There is a list like
l = [{"n": 1, "m": 3}, {"n": None, "m": 1}, {"n": 3, "m": None}, {"n": None, "m": 0}]
And I want to order it by one specified key, n for example.
Besides, some value of the key may be None, and I want to leave them at behind
Here's my trial
l = [{"n": 1, "m": 3}, {"n": None, "m": 1}, {"n": 3, "m": None}, {"n": None, "m": 0}]
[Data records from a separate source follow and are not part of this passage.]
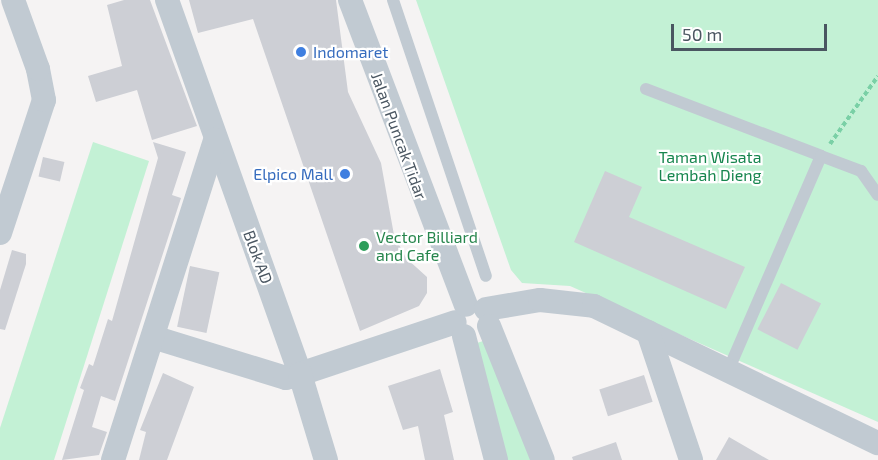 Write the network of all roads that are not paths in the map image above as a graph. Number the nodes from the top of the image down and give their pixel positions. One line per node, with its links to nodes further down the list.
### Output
1 (13, 0): 9 (street)
2 (166, 0): 6 (street, Blok AD)
3 (350, 0): 11 (street, Jalan Puncak Tidar)
4 (393, 0): 10 (lane)
5 (646, 89): 7 (lane)
6 (215, 140): 13 (street); 15 (street, Blok AD)
7 (821, 156): 8 (lane); 14 (lane)
8 (878, 195)
9 (0, 233)
10 (486, 276)
11 (472, 319): 12 (street); 15 (street); 19 (street); 20 (street)
12 (648, 333): 14 (street); 21 (street)
13 (156, 338): 15 (street); 17 (street)
14 (728, 371): 16 (street)
15 (300, 375): 18 (street, Blok AD)
16 (878, 443)
17 (113, 460)
18 (326, 460)
19 (496, 460)
20 (543, 460)
21 (691, 460) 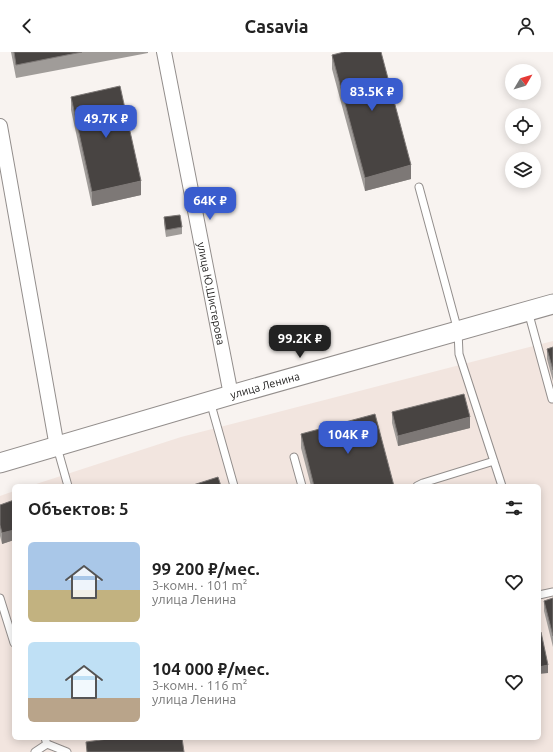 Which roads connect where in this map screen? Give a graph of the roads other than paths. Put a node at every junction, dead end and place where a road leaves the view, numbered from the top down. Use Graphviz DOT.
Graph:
graph roads {
  1 [pos="164,52"];
  2 [pos="0,126"];
  3 [pos="419,187"];
  4 [pos="553,304"];
  5 [pos="528,311"];
  6 [pos="458,331"];
  7 [pos="231,394"];
  8 [pos="552,399"];
  9 [pos="210,401"];
  10 [pos="57,447"];
  11 [pos="294,457"];
  12 [pos="494,461"];
  13 [pos="0,463"];
  14 [pos="67,484"];
  15 [pos="233,484"];
  16 [pos="301,484"];
  17 [pos="420,484"];
  18 [pos="501,484"];
  19 [pos="553,592"];
  20 [pos="541,595"];
  21 [pos="0,598"];
  22 [pos="12,637"];
  23 [pos="46,741"];
  24 [pos="35,752"];
  25 [pos="66,752"];
  1 -- 7 [label="street, улица Ю.Шистерова"];
  2 -- 10 [label="street"];
  3 -- 6 [label="lane"];
  4 -- 5 [label="main road, улица Ленина"];
  5 -- 6 [label="main road, улица Ленина"];
  5 -- 8 [label="lane"];
  6 -- 7 [label="main road, улица Ленина"];
  6 -- 12 [label="lane"];
  7 -- 9 [label="main road, улица Ленина"];
  9 -- 10 [label="main road, улица Ленина"];
  9 -- 15 [label="lane"];
  10 -- 13 [label="main road, улица Ленина"];
  10 -- 14 [label="lane"];
  11 -- 16 [label="lane"];
  12 -- 17 [label="lane"];
  12 -- 18 [label="lane"];
  19 -- 20 [label="lane"];
  21 -- 22 [label="lane"];
  23 -- 24 [label="lane"];
  23 -- 25 [label="lane"];
}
from functools import partial
def order(key, item):
if item[key]:
return item[key]
else:
return 0
order_key = "n"
r = sorted(l, key=partial(order, order_key), reverse=True)
print(r)
Is there a better way to make it happen?
Here's one approach using sorted with a key:
sorted(l, key=lambda x: -x['n'] if x['n'] is not None else float('inf'))
[{'n': 3, 'm': None},
{'n': 1, 'm': 3},
{'n': None, 'm': 1},
{'n': None, 'm': 0}]
Let's check with another example:
l = [ {"n":1, "m":3}, {"n":None, "m":1}, {"n":3, "m":None}, {"n":None, "m":0},
{"n":0, "m":0}, {"n":-1, "m":0}]
sorted(l, key=lambda x: -x['n'] if x['n'] is not None else float('inf'))
[{'n': 3, 'm': None},
{'n': 1, 'm': 3},
{'n': 0, 'm': 0},
{'n': -1, 'm': 0},
{'n': None, 'm': 1},
{'n': None, 'm': 0}]
use a key function that returns a tuple for a double criteria:
l = [ {"n":1, "m":3}, {"n":None, "m":1}, {"n":3, "m":None}, {"n":None, "m":0}]
result = sorted(l,key = lambda d : (d["m"] is None,d["m"] or 0))
result:
>>> result
[{'m': 0, 'n': None},
{'m': 1, 'n': None},
{'m': 3, 'n': 1},
{'m': None, 'n': 3}]
Let's clarify how and why it works:
(d["m"] is None,d["m"] or 0) is a tuple:
True if the value is None for the first element, which guarantees that None entries are last (negate for the reverse effect)
the other one is the tiebreaker, with the or trick to convert None to 0 so it's comparable with other integers without errors (although here it is not needed since first boolean stops the tuple comparison so we could write (d["m"] is None,d["m"]))
l = [ {"n":1, "m":3}, {"n":None, "m":1}, {"n":3, "m":None}, {"n":None, "m":0}]
newlist = sorted(l, key=lambda k: (k['n'] is None, k['n'] == 0, k['n']), reverse = True)
print (newlist)
output:
[{'n': None, 'm': 1}, {'n': None, 'm': 0}, {'n': 3, 'm': None}, {'n': 1, 'm': 3}]